Le monde des changes change. Il passe d’une guerre de mouvement à une guerre de position. La guerre de mouvement commence en 2007, quand les Etats-Unis et le dollar font peur, avec la crise des subprimes. Aujourd’hui, ce sont les émergents qui inquiètent.
2007 : une guerre de mouvement s’ouvre. La Banque centrale américaine doit intervenir et fournir aux Etats-Unis, donc au monde entier, toute la liquidité possible. Il s’agit d’éviter le pire au système bancaire et financier américain et – de fait – aux grandes banques mondiales. Les taux courts américains baissent quasiment à zéro, puis les taux longs grâce à la politique d’achat de bons du trésor (quantitative easing), le dollar suit. Le monde entier regarde les pays émergents comme de véritables sauveurs, avec la croissance toujours étonnante de la Chine, celle « revenue » du Brésil, la « prometteuse » de l’Inde, la « meilleure » de la Russie, avec quelques questions pour l’Afrique du Sud (qui reçoit l’aide des autres BRIC).
Mais assez vite la capacité de traction des BRICS diminue. Pourquoi ? Précisément parce que leurs taux de change montent puisque le dollar baisse, ce qui réduit leurs capacités de croissance par l’export, d’autant que la croissance des pays industrialisés faiblit. Taux de change des émergents qui montent, marchés extérieurs plus difficiles : ils doivent changer plus vite de modèle, en se fondant plus sur la demande interne. Plus facile à dire qu’à faire, car il leur faut des systèmes de protection et de retraite plus solides, des réseaux de soins plus efficaces, un système bancaire et financier plus fort.
2013 : la guerre de mouvement se poursuit quand les Etats-Unis inversent la vapeur. Ils se jugent assez repartis. Ben Bernanke annonce qu’il va acheter moins de bons du trésor : le tapering (l’effilochage) va réduire le quantitative easing. Une question de mois dit le patron de la Banque centrale, et tout sera fait graduellement au bénéfice de tous, ajoute-t-il. Mais les marchés financiers réagissent aussitôt. Les taux d’intérêt montent partout, les changes des émergents baissent et leurs entreprises sont coincées. Elles ont en effet profité de la période des taux bas et de leur change fort pour s’endetter sur les marchés extérieurs. Elles souffrent donc, alors qu’elles commençaient déjà à ralentir : double peine. Les politiques répercutent leurs réactions, plus les banquiers centraux (Inde et Brésil notamment) ce qui n’est pas dans les habitudes de la profession.

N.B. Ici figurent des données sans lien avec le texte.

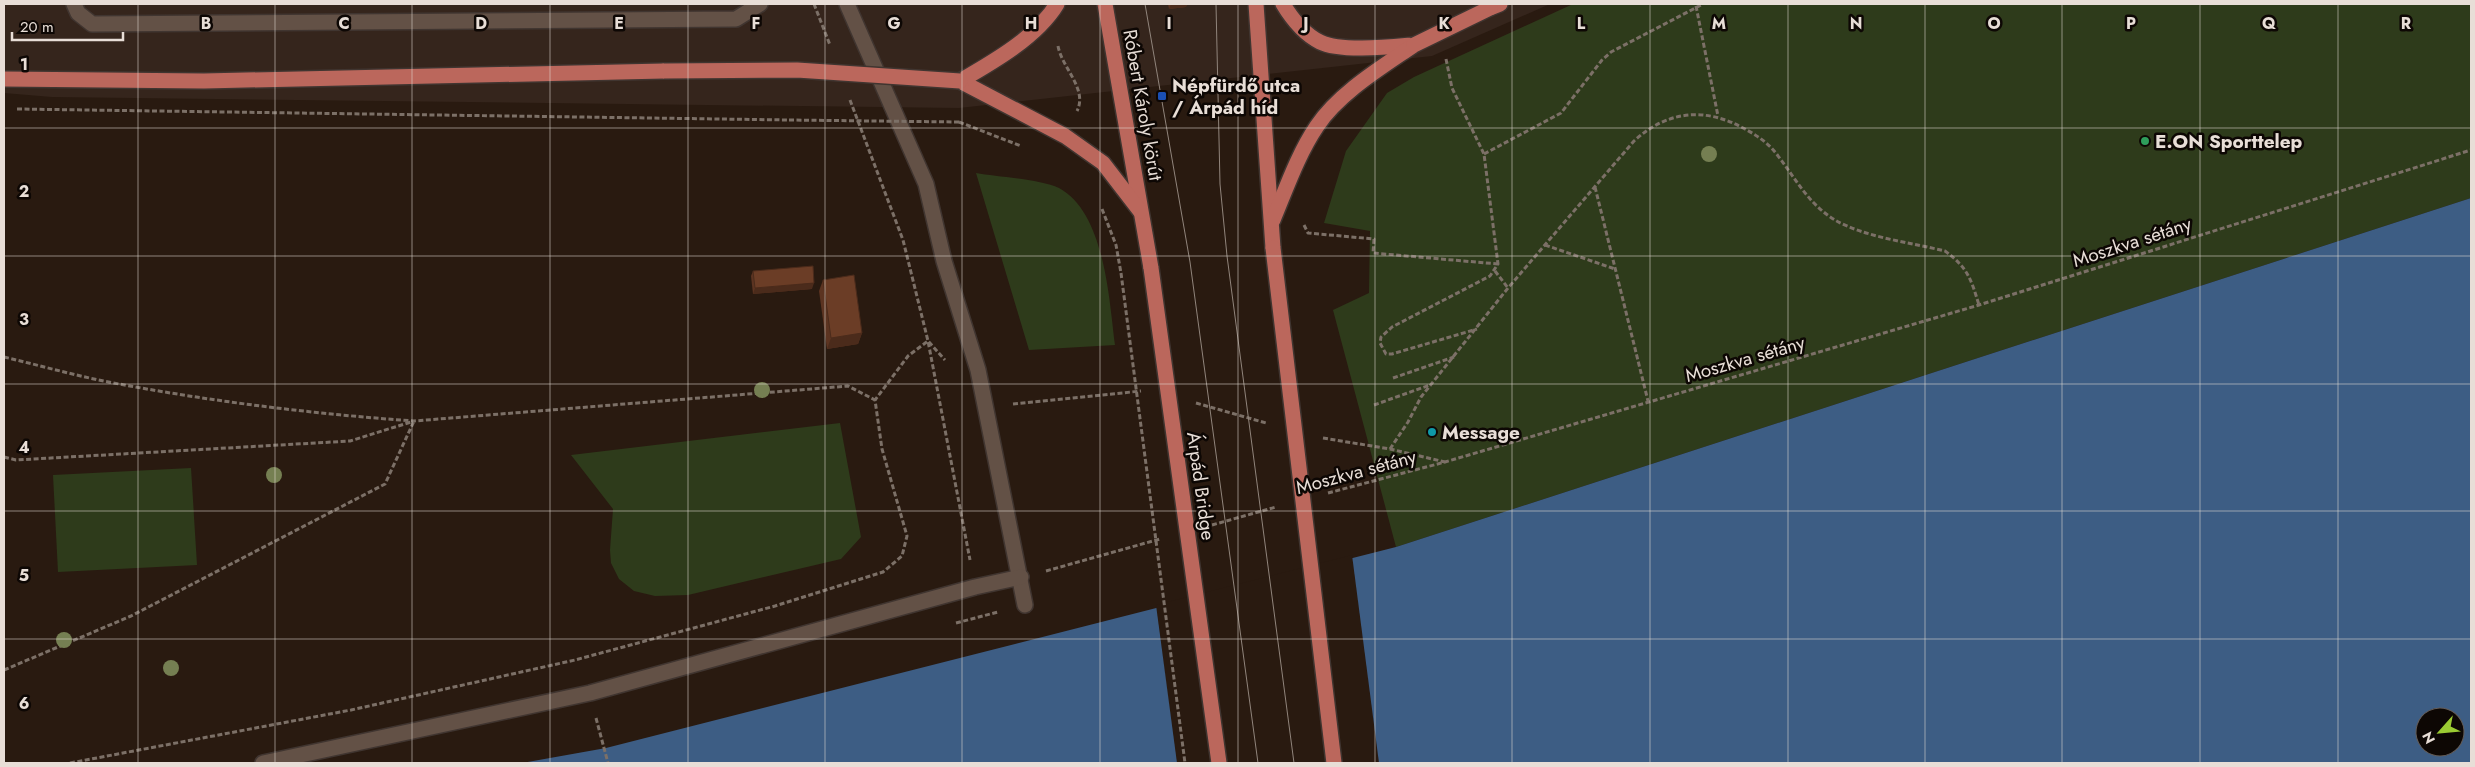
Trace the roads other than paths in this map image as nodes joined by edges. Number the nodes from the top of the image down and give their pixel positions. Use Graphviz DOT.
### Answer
graph roads {
  1 [pos="74,4"];
  2 [pos="760,4"];
  3 [pos="847,4"];
  4 [pos="1105,4"];
  5 [pos="1256,4"];
  6 [pos="1283,4"];
  7 [pos="1495,6"];
  8 [pos="1054,9"];
  9 [pos="1414,45"];
  10 [pos="4,79"];
  11 [pos="960,81"];
  12 [pos="1142,214"];
  13 [pos="1271,224"];
  14 [pos="1021,577"];
  15 [pos="1025,605"];
  16 [pos="264,763"];
  17 [pos="1219,763"];
  18 [pos="1334,763"];
  1 -- 2 [label="street"];
  3 -- 14 [label="street"];
  4 -- 12 [label="main road, Róbert Károly körút"];
  5 -- 13 [label="main road"];
  6 -- 9 [label="main road"];
  7 -- 9 [label="main road, bridge"];
  8 -- 11 [label="main road"];
  9 -- 13 [label="main road"];
  10 -- 11 [label="main road, bridge"];
  11 -- 12 [label="main road"];
  12 -- 17 [label="main road, Árpád Bridge, bridge"];
  13 -- 18 [label="main road, bridge"];
  14 -- 15 [label="street"];
  14 -- 16 [label="street"];
}
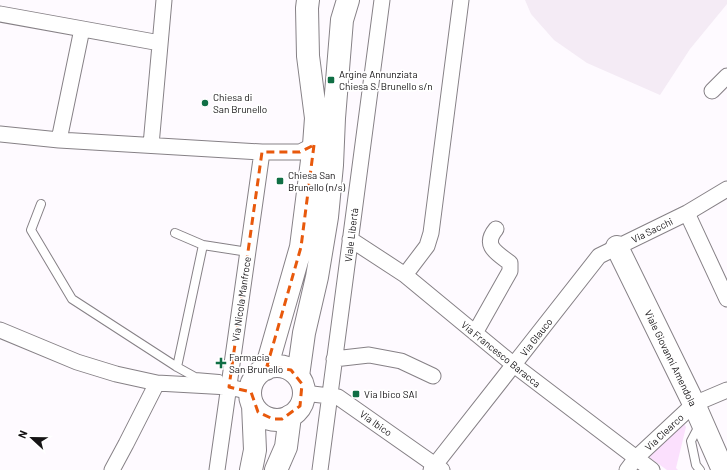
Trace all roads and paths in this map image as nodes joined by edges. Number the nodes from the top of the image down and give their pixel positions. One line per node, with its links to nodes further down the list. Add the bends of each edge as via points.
1 (164, 0): 8 (street)
2 (308, 0): 12 (street, via 308,56 316,118)
3 (348, 0): 34 (street, via 342,20 327,217 304,333)
4 (382, 0): 19 (street, Viale Libertà)
5 (461, 0): 23 (street, via 431,233 427,246)
6 (0, 14): 7 (street)
7 (82, 29): 8 (street); 10 (street)
8 (160, 43): 11 (street)
9 (0, 134): 10 (street)
10 (59, 140): 11 (street)
11 (151, 145): 13 (street)
12 (314, 145): 13 (street, via 300,152); 30 (street, via 301,247)
13 (262, 152): 22 (street, Via Nicola Manfroce)
14 (727, 189): 16 (street, Via Sacchi)
15 (41, 204): 29 (lane, via 31,230 72,299)
16 (688, 213): 21 (street, Via Sacchi); 24 (street)
17 (496, 229): 26 (street, via 490,239 492,249 510,263 510,271)
18 (174, 233): 20 (lane)
19 (350, 239): 23 (street, Via Francesco Baracca); 27 (street, Viale Libertà)
20 (203, 245): 22 (lane); 29 (lane)
21 (617, 248): 28 (street, Via Glauco, via 599,256); 38 (street, Viale Giovanni Amendola)
22 (248, 252): 33 (street, Via Nicola Manfroce)
23 (405, 275): 26 (street, Via Francesco Baracca)
24 (727, 299)
25 (0, 330): 32 (street, via 78,362)
26 (475, 333): 28 (street, Via Francesco Baracca)
27 (334, 359): 31 (street, via 368,355 401,361); 36 (street, Viale Libertà)
28 (514, 365): 40 (street, Via Francesco Baracca); 41 (street, Via Glauco)
29 (177, 367): 33 (lane, via 195,377)
30 (266, 369): 34 (street, via 274,366 291,370); 37 (street, via 255,378)
31 (433, 376)
32 (157, 383): 33 (street); 42 (street)
33 (229, 384): 37 (street); 43 (street, Via Nicola Manfroce)
34 (301, 384): 36 (street, Via Ibico); 39 (street, via 303,400 296,412)
35 (727, 390): 38 (street, Via Clearco)
36 (329, 396): 41 (street, Via Ibico, via 338,397); 46 (street, Viale Libertà)
37 (252, 399): 39 (street, via 258,412 265,417 273,420); 44 (street, via 255,450)
38 (698, 413): 40 (street, Via Clearco); 48 (lane, via 691,441 696,465); 49 (street, Viale Giovanni Amendola)
39 (290, 416): 45 (street, via 286,447)
40 (631, 464): 47 (street, Via Francesco Baracca)
41 (436, 468)
42 (112, 470)
43 (217, 470)
44 (251, 470)
45 (276, 470)
46 (320, 470)
47 (652, 470)
48 (700, 470)
49 (723, 470)

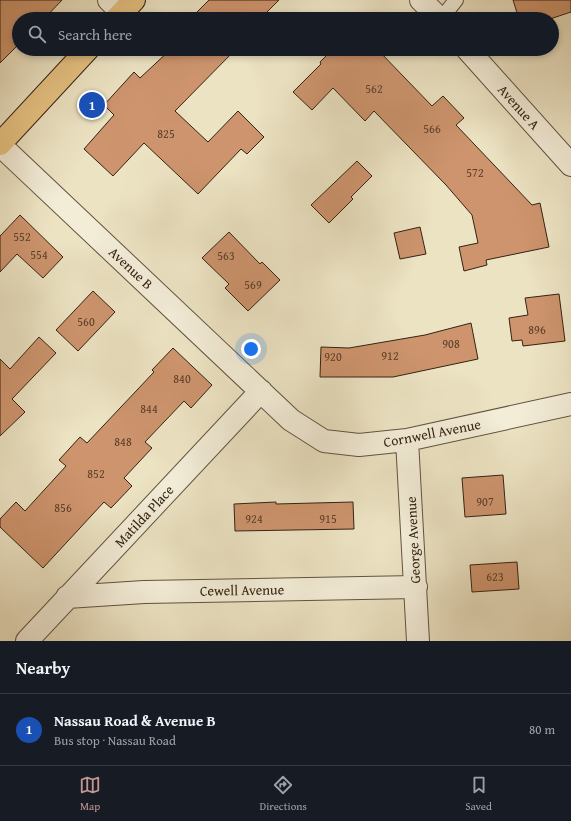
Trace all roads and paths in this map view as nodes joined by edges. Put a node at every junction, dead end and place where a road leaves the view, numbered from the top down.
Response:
1 (421, 0) edge
2 (456, 0) edge
3 (433, 12) edge
4 (446, 12) edge
5 (82, 56) edge
6 (473, 56) edge
7 (0, 144) edge
8 (571, 165) edge
9 (261, 391) junction
10 (571, 404) edge
11 (407, 440) junction
12 (416, 587) junction
13 (67, 597) junction
14 (27, 641) edge
15 (418, 641) edge

1 - 3 street
2 - 4 lane
5 - 7 main road
6 - 8 street, Avenue A
7 - 9 street, Avenue B
9 - 11 street, Cornwell Avenue
9 - 13 street, Matilda Place
10 - 11 street, Cornwell Avenue
11 - 12 street, George Avenue
12 - 13 street, Cewell Avenue
12 - 15 street, George Avenue
13 - 14 street, Matilda Place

2014 : c’est la guerre de position. A Sydney le 22 février, au G20 Finances, le ministre des finances australien, Joe Hockey demande « no surprise » aux Etats-Unis et à Janet Yellen dans la poursuite de leur politique monétaire. Rajan Raghuram, le patron de la Banque centrale indienne, peste depuis des mois sur la politique non coopérative des Etats-Unis. Il vient de s’exprimer vertement, en Australie, sur les difficultés des émergents à peser plus au FMI. Et la Chine vient de surprendre son monde… en faisant baisser sa monnaie. C’est peut-être la preuve que les problèmes montent au sein de son système bancaire et financier, avec un ralentissement plus sévère qu’annoncé. C’est le signal le plus fort de la nouvelle guerre. Les BRICS réagissent en s’unifiant.
L’espace de liberté de la Fed se réduit. Les autres banques centrales industrialisées (zone euro, Royaume-Uni) vont devoir agir au plus serré et des pressions vont monter sur le Japon. Tout va devoir avancer au millimètre : c’est la guerre de position. Elle débouche sur une croissance plus faible, en la supposant plus stable car mieux répartie. Après la guerre de position, cette étrange paix de l’après-crise ?
Sauf si ce qui se passe en Chine, avec un ralentissement plus fort que prévu et une agressivité plus forte de la Banque de Chine, et en Ukraine, avec une Russie sous plus forte pression nous font passer à une nouvelle étape. De quelle guerre ? Ce n’est pas du tout à souhaiter.